**Work order**
The lines needed are those from the start of the records through the line holding "ring dip: (509, 329)", each copied exactly.
═════ Data shown ═════
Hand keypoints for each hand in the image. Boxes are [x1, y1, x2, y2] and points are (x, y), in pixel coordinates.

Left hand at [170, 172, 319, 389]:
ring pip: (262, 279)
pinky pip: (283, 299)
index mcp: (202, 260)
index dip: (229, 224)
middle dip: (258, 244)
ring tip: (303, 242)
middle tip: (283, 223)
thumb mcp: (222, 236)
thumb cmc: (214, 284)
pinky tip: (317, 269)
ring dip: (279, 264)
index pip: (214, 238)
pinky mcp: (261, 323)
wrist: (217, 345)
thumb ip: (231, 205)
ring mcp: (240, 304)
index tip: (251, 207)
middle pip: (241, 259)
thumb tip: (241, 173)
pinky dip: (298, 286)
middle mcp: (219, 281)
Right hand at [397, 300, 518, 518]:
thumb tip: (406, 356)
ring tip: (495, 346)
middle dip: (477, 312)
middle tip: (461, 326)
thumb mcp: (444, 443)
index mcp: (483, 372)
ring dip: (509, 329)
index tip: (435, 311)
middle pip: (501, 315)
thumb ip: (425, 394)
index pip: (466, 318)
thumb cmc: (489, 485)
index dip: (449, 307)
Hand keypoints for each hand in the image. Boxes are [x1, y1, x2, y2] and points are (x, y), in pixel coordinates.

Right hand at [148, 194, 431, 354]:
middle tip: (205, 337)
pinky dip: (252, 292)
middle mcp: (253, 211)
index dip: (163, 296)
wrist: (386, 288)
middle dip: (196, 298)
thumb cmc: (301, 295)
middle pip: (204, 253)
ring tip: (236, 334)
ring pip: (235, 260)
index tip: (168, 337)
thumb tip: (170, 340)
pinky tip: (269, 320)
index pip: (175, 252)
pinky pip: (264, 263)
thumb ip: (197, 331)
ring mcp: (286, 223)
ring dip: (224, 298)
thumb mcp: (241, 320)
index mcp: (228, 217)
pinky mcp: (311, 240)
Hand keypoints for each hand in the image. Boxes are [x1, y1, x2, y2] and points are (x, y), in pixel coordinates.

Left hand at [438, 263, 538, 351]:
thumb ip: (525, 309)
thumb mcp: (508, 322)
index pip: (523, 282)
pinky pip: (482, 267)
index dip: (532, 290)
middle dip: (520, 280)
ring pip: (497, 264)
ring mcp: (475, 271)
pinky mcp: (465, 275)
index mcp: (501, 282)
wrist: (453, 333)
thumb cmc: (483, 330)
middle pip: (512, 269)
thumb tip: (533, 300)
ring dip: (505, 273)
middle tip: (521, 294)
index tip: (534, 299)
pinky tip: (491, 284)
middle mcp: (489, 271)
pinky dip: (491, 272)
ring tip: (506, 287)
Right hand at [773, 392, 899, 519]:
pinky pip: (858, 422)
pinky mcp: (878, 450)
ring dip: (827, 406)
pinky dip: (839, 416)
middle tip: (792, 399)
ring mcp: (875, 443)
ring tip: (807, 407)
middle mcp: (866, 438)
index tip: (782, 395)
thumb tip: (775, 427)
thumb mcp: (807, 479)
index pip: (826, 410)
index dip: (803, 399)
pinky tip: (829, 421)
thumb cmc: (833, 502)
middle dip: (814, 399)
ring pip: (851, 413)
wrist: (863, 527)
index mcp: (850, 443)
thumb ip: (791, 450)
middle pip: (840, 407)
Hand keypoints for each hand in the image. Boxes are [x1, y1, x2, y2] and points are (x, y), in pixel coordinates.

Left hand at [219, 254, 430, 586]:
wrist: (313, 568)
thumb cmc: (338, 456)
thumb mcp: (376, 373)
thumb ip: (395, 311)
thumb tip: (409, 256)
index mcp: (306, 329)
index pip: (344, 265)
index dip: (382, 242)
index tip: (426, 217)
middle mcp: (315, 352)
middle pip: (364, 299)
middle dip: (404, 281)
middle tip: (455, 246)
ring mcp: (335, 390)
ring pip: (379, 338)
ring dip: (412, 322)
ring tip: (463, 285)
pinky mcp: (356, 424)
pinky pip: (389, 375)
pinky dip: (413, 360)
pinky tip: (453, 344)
═════
**Your solution**
Hand keypoints for each hand in the image. Boxes are [x1, y1, x2, y2] and points are (x, y), in pixel coordinates.

Left hand at [170, 172, 319, 389]:
ring pip: (262, 279)
pinky pip: (283, 299)
index mcp: (202, 260)
index dip: (229, 224)
middle dip: (258, 244)
ring tip: (303, 242)
middle tip: (283, 223)
thumb mcp: (222, 236)
thumb cmc: (214, 284)
pinky tip: (317, 269)
ring dip: (279, 264)
index pip: (214, 238)
pinky mcp: (261, 323)
wrist: (217, 345)
thumb ip: (231, 205)
ring mcp: (240, 304)
index tip: (251, 207)
middle pip: (241, 259)
thumb tip: (241, 173)
pinky dip: (298, 286)
middle mcp: (219, 281)
Right hand at [397, 300, 518, 518]:
thumb tip: (406, 356)
ring tip: (495, 346)
middle dip: (477, 312)
middle tip: (461, 326)
thumb mcp: (444, 443)
index mcp: (483, 372)
ring dip: (509, 329)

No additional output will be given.